E esclarece que não está com tempo à toa. Logo após a entrevista, por exemplo, ela iria gravar um vídeo para agradecer à Prevent Senior ​pela doação de planos de saúde para todos os cerca de 50 residentes do Retiro dos Artistas, onde atua como vice-presidente.

Ela também é uma das diretoras da Socinpro (Sociedade Brasileira de Administração e Proteção de Direitos Intelectuais). “Os músicos que não estão na mídia, que tocavam num barzinho, num clube, estão muito ferrados, sem ganhar um tostão. Estamos tentando ajudar alguns deles.”

Zezé afirma que ficou decepcionada com a gestão de Regina Duarte à frente da Cultura. “No começo, torci por ela, vi que aceitou [o cargo] bem intencionada. Mas depois fiquei muito decepcionada, percebi que ela estava completamente perdida e que não tinha sido uma boa escolha.”

Ela também critica o governo Jair Bolsonaro. “Estamos num momento muito difícil e ruim. A começar pelo presidente, né? Eu nunca imaginei, desde que acabou a ditadura, que a gente ia passar por um momento tão triste como esse que estamos passando. Com um presidente que não está nem aí, chamando esse vírus terrível de ‘gripezinha’”, diz.
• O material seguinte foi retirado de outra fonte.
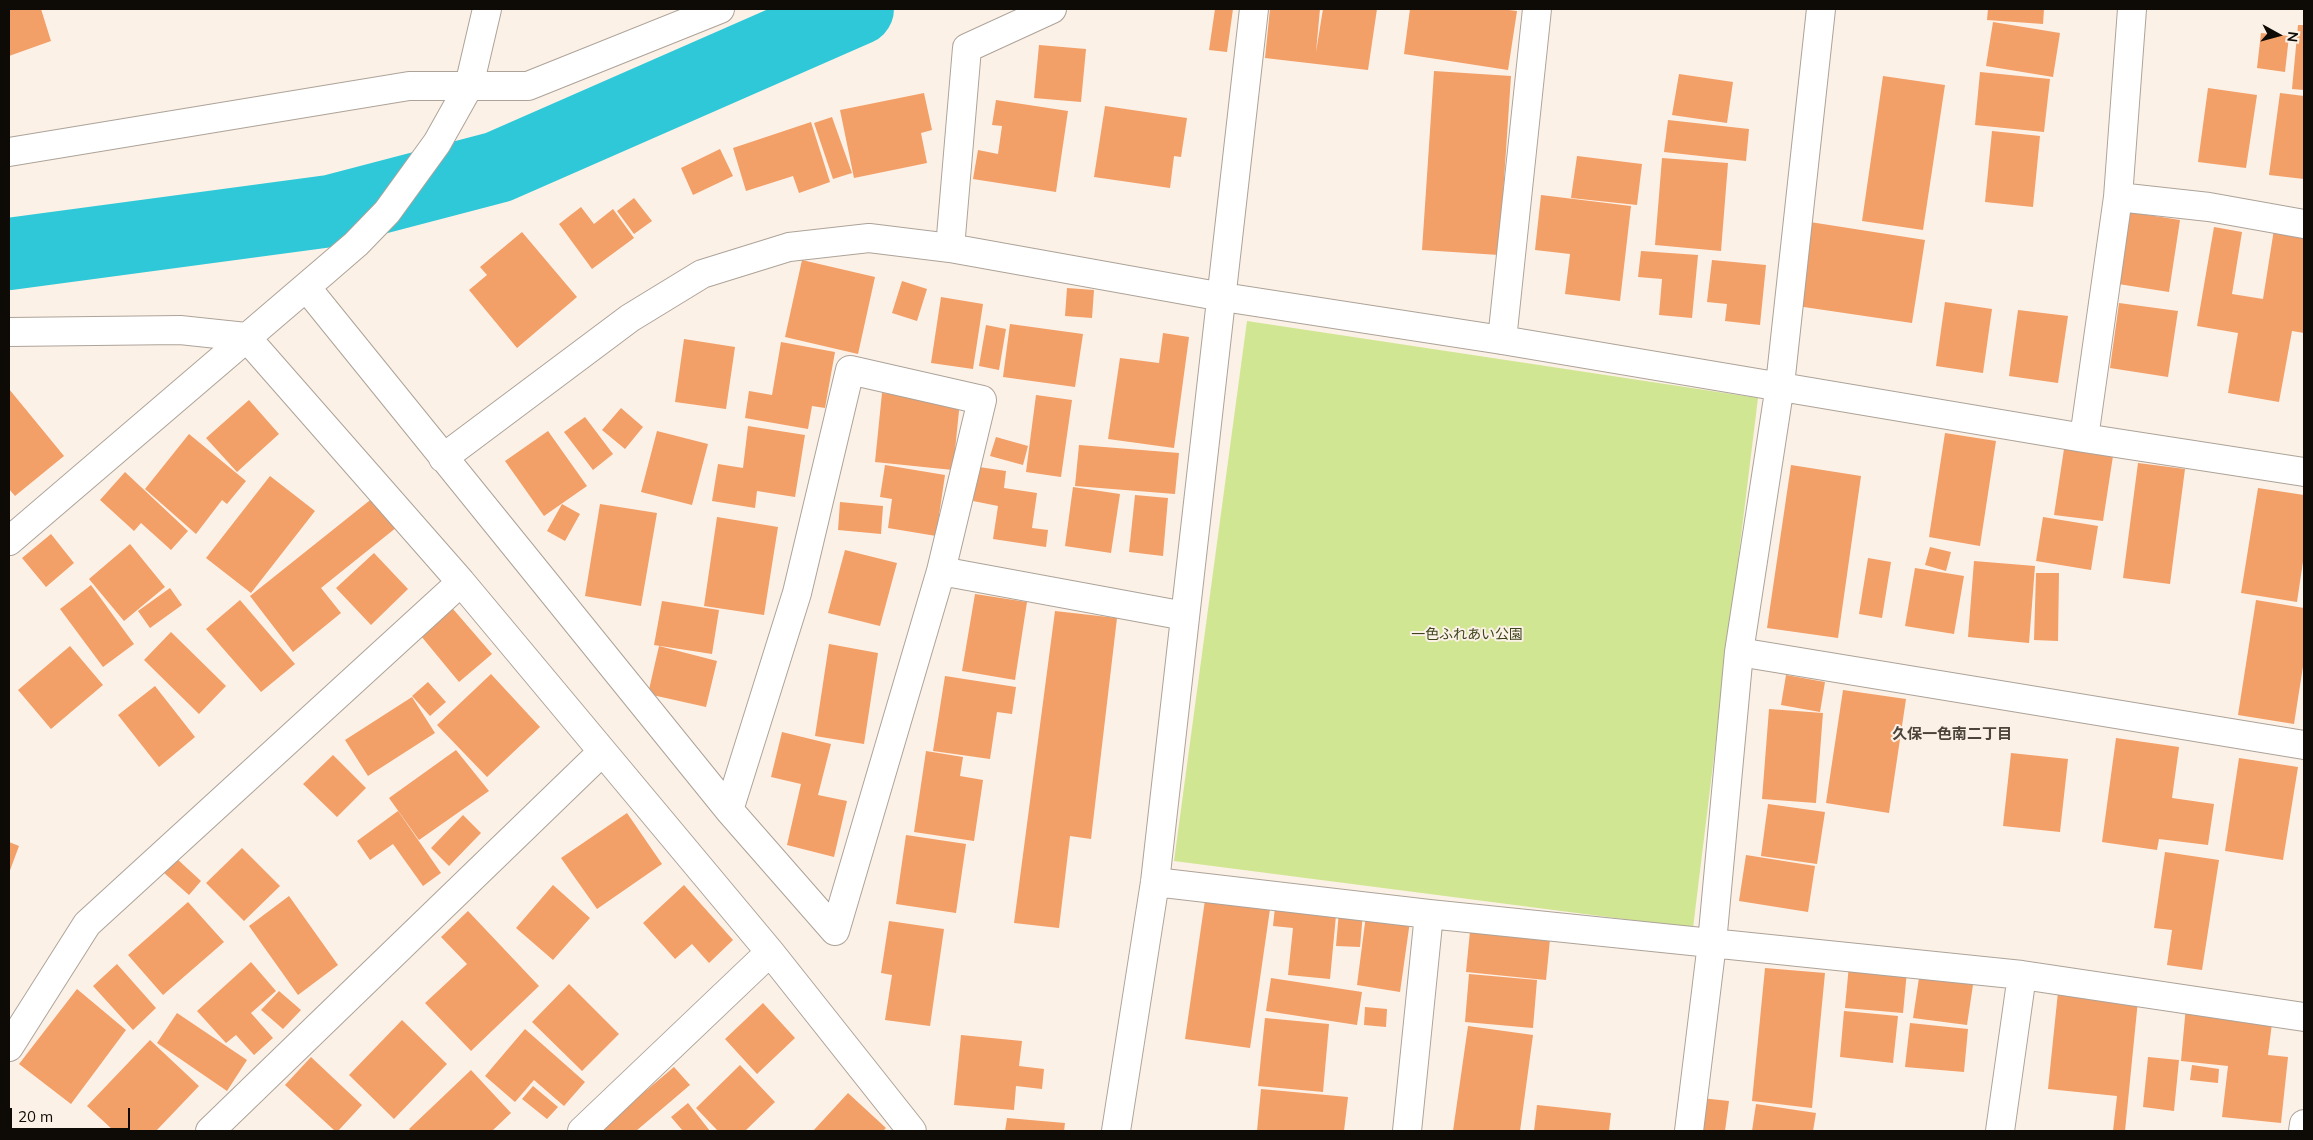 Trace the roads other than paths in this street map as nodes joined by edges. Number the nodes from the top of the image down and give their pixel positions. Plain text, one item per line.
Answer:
1 (487, 9) edge
2 (720, 9) edge
3 (1052, 9) edge
4 (1254, 9) edge
5 (1537, 9) edge
6 (1821, 9) edge
7 (2132, 9) edge
8 (469, 86) junction
9 (9, 152) edge
10 (2118, 196) junction
11 (2304, 224) edge
12 (950, 248) junction
13 (306, 287) junction
14 (1223, 297) junction
15 (9, 332) edge
16 (246, 337) junction
17 (1502, 340) junction
18 (1780, 386) junction
19 (2084, 438) junction
20 (442, 458) junction
21 (2304, 472) edge
22 (9, 541) edge
23 (941, 571) junction
24 (461, 582) junction
25 (1185, 616) junction
26 (1739, 652) junction
27 (2304, 745) edge
28 (602, 752) junction
29 (729, 810) junction
30 (1155, 882) junction
31 (1429, 914) junction
32 (1712, 944) junction
33 (770, 952) junction
34 (2022, 975) junction
35 (2304, 1017) edge
36 (9, 1047) edge
37 (2304, 1124) edge
38 (210, 1131) edge
39 (582, 1131) edge
40 (912, 1131) edge
41 (1116, 1131) edge
42 (1407, 1131) edge
43 (1689, 1131) edge
44 (2000, 1131) edge
45 (2303, 1131) edge

1 - 8 street
2 - 8 street
3 - 12 street
4 - 14 street
5 - 17 street
6 - 18 street
7 - 10 street
8 - 9 street
8 - 13 street
10 - 11 street
10 - 19 street
12 - 14 street
12 - 20 street
13 - 16 street
13 - 20 street
14 - 17 street
14 - 25 street
15 - 16 street
16 - 22 street
16 - 24 street
17 - 18 street
18 - 19 street
18 - 26 street
19 - 21 street
20 - 29 street
23 - 25 street
23 - 29 street
23 - 29 street
24 - 28 street
24 - 36 street
25 - 30 street
26 - 27 street
26 - 32 street
28 - 33 street
28 - 38 street
30 - 31 street
30 - 41 street
31 - 32 street
31 - 42 street
32 - 34 street
32 - 43 street
33 - 39 street
33 - 40 street
34 - 35 street
34 - 44 street
37 - 45 street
A artista ocupou funções em órgãos de direitos humanos na gestão de Fernando Henrique Cardoso e, em 2009, no governo do Rio de Janeiro. “Participei da constituição da Fundação Palmares. Sempre estive muito envolvida com causas para melhorar o país e não para ficar esse caos. Para ter um presidente da Palmares [Sérgio Camargo] que diz que não existe racismo no Brasil. Não sei o que ele tem na cabeça, é muito triste”, diz.

“E temos que lutar até ele sair de novo desse cargo, eu não abro mão disso. E não só ele. Como o presidente [Bolsonaro] também”, continua.

Zezé tem acompanhado nas últimas semanas os movimentos sociais antirracistas tomando as ruas e as redes sociais para protestar após a morte de George Floyd durante uma abordagem policial em Minneapolis, nos EUA.

“Infelizmente teve que acontecer isso para a gente voltar a refletir sobre o racismo no Brasil. Está mais do que na hora de nós, aqui, com os movimentos que estavam meio adormecidos, voltarmos a brigar e a lutar contra o racismo. É um processo lento. Ninguém nasce racista, mas aprende a ser racista. Durante muito tempo, pelo menos no Brasil, o racismo era velado. Agora, com a tecnologia, ele é escancarado.”

“O racismo é uma doença que a gente precisa combater porque causa muito sofrimento para quem é discriminado.”

A atriz diz que as pessoas normalmente a associam ao movimento negro, mas esquecem de outras causas pelas quais ela milita. “Sempre estive muito preocupada com a questão da mulher, por exemplo, essa falta de reconhecimento. Me incomoda esse título de ‘sexo frágil’. E eu não sei de onde inventaram isso, né? Nós é quem parimos [risos], amamentamos, educamos, criamos... E ainda assim somos o ‘sexo frágil’.”

“Nossa, com essa idade a gente tem coisa pra contar, né?”, diz ela depois de quase uma hora de conversa. Antes de se despedir, conta com a ajuda de um assessor, que comanda um tour virtual para mostrar o apartamento que já foi de Clarice à repórter. “Não repare a bagunça”, diz Zezé, soltando mais uma risada.